■ TASK ITEM:
Leave no picture in, and give every entry again exactly.

■ RECORDS:
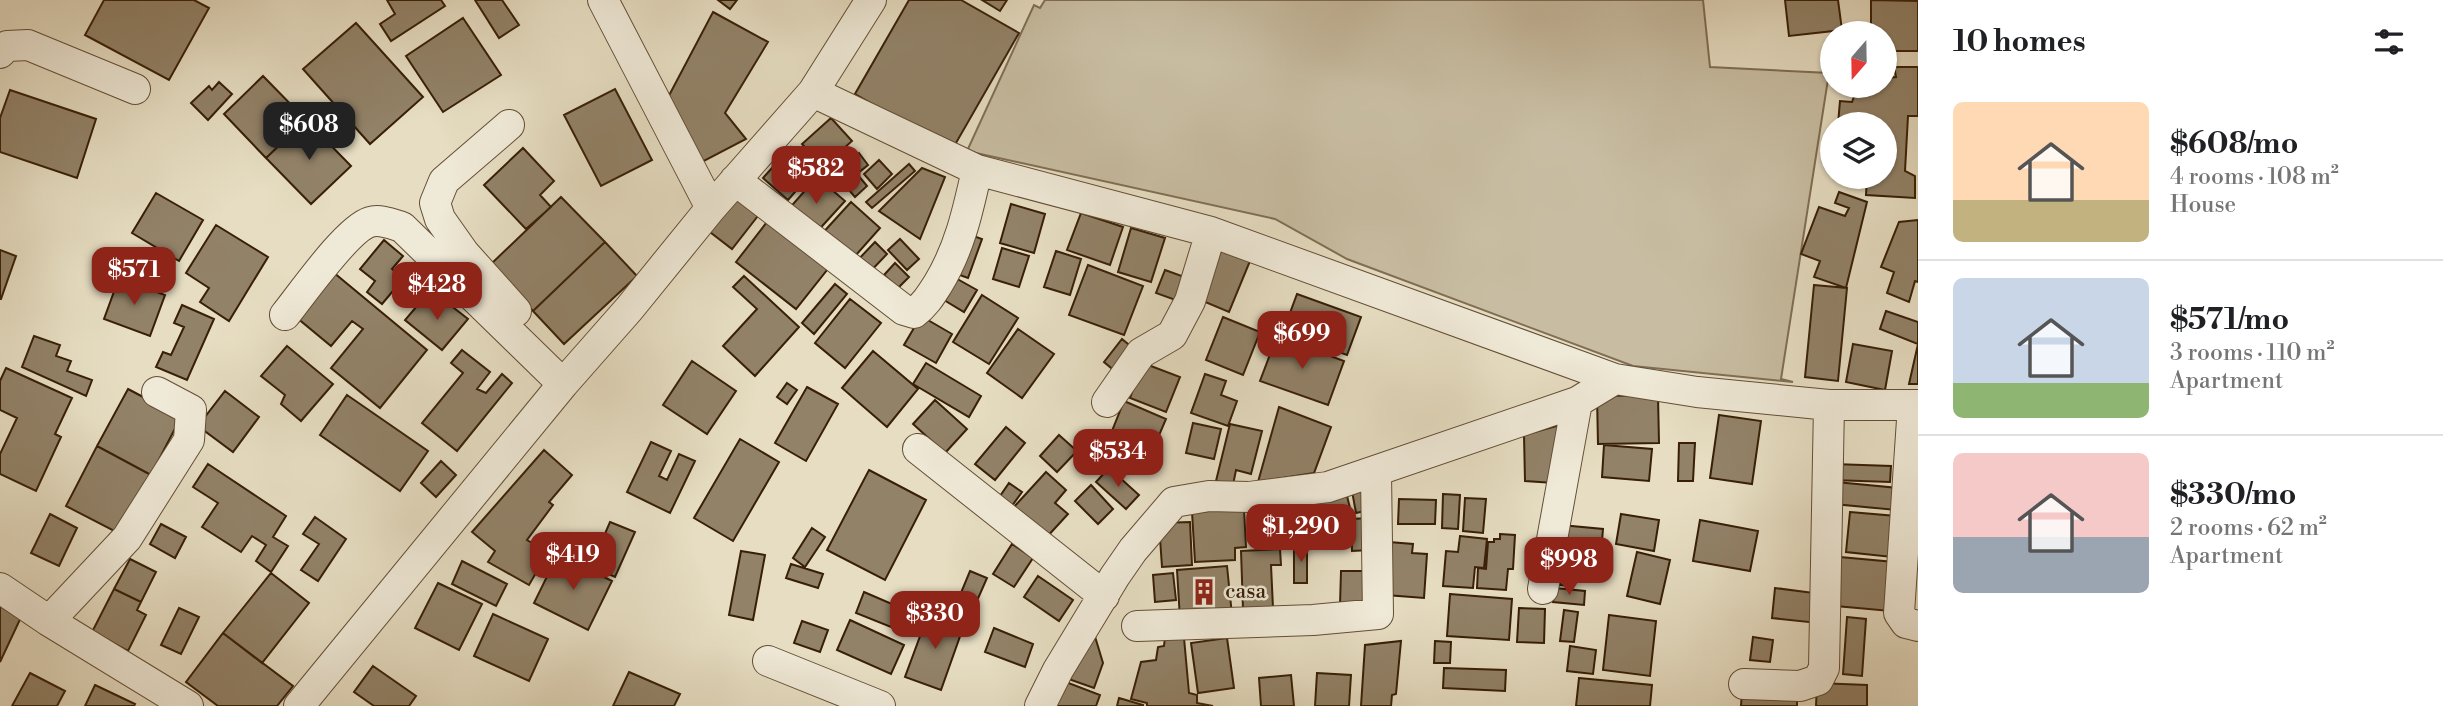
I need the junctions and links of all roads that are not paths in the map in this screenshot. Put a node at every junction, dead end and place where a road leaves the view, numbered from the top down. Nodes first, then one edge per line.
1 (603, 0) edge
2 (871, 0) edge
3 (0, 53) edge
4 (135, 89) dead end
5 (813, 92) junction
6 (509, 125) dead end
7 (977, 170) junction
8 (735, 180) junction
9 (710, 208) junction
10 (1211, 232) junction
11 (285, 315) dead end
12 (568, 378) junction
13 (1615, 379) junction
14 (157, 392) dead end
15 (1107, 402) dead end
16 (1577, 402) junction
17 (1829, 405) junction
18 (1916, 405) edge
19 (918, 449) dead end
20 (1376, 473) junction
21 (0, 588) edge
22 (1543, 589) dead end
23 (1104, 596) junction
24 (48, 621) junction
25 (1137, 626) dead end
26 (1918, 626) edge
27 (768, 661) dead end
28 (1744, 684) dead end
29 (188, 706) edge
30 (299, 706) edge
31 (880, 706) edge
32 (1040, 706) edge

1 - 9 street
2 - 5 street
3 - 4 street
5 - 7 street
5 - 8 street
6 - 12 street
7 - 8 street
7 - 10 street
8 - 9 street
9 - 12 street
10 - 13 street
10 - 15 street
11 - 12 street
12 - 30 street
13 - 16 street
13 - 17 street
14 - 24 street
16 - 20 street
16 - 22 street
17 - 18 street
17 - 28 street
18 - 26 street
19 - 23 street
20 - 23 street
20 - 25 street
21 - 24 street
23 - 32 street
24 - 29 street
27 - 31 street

■ SOLUTION FOR THIS TASK:
I need the junctions and links of all roads that are not paths in the map in this screenshot. Put a node at every junction, dead end and place where a road leaves the view, numbered from the top down. Nodes first, then one edge per line.
1 (603, 0) edge
2 (871, 0) edge
3 (0, 53) edge
4 (135, 89) dead end
5 (813, 92) junction
6 (509, 125) dead end
7 (977, 170) junction
8 (735, 180) junction
9 (710, 208) junction
10 (1211, 232) junction
11 (285, 315) dead end
12 (568, 378) junction
13 (1615, 379) junction
14 (157, 392) dead end
15 (1107, 402) dead end
16 (1577, 402) junction
17 (1829, 405) junction
18 (1916, 405) edge
19 (918, 449) dead end
20 (1376, 473) junction
21 (0, 588) edge
22 (1543, 589) dead end
23 (1104, 596) junction
24 (48, 621) junction
25 (1137, 626) dead end
26 (1918, 626) edge
27 (768, 661) dead end
28 (1744, 684) dead end
29 (188, 706) edge
30 (299, 706) edge
31 (880, 706) edge
32 (1040, 706) edge

1 - 9 street
2 - 5 street
3 - 4 street
5 - 7 street
5 - 8 street
6 - 12 street
7 - 8 street
7 - 10 street
8 - 9 street
9 - 12 street
10 - 13 street
10 - 15 street
11 - 12 street
12 - 30 street
13 - 16 street
13 - 17 street
14 - 24 street
16 - 20 street
16 - 22 street
17 - 18 street
17 - 28 street
18 - 26 street
19 - 23 street
20 - 23 street
20 - 25 street
21 - 24 street
23 - 32 street
24 - 29 street
27 - 31 street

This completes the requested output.